Leaving out all images, return the entries below exactly.

========================================

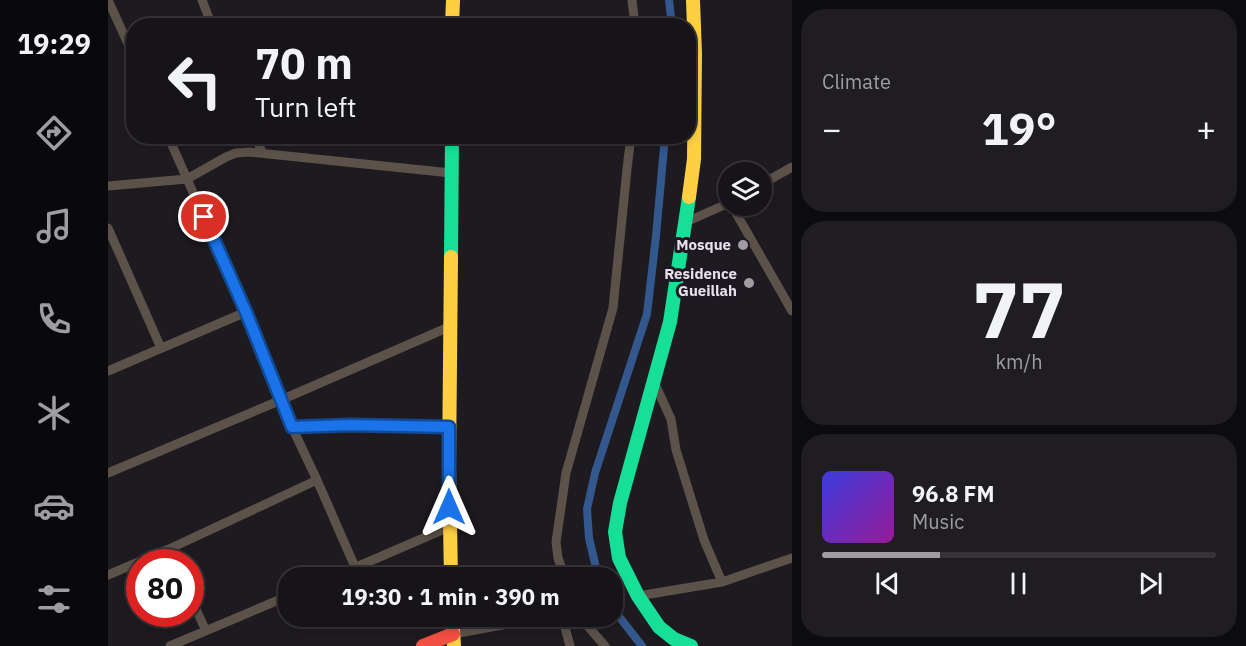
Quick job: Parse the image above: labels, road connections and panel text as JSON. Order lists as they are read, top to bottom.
{
  "places": ["Mosque", "Residence Gueillah"],
  "page": {
    "tabs": "19:29",
    "tile": [
      "Climate",
      ["77", "km/h"]
    ],
    "turn": ["70 m", "Turn left"],
    "heat": ["−", "19°", "+"],
    "song": ["96.8 FM", "Music"],
    "limit": "80",
    "trip": "19:30 · 1 min · 390 m"
  }
}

========================================

> Completed exercise
Quick job: Parse the image above: labels, road connections and panel text as JSON. Order lists as they are read, top to bottom.
{
  "places": ["Mosque", "Residence Gueillah"],
  "page": {
    "tabs": "19:29",
    "tile": [
      "Climate",
      ["77", "km/h"]
    ],
    "turn": ["70 m", "Turn left"],
    "heat": ["−", "19°", "+"],
    "song": ["96.8 FM", "Music"],
    "limit": "80",
    "trip": "19:30 · 1 min · 390 m"
  }
}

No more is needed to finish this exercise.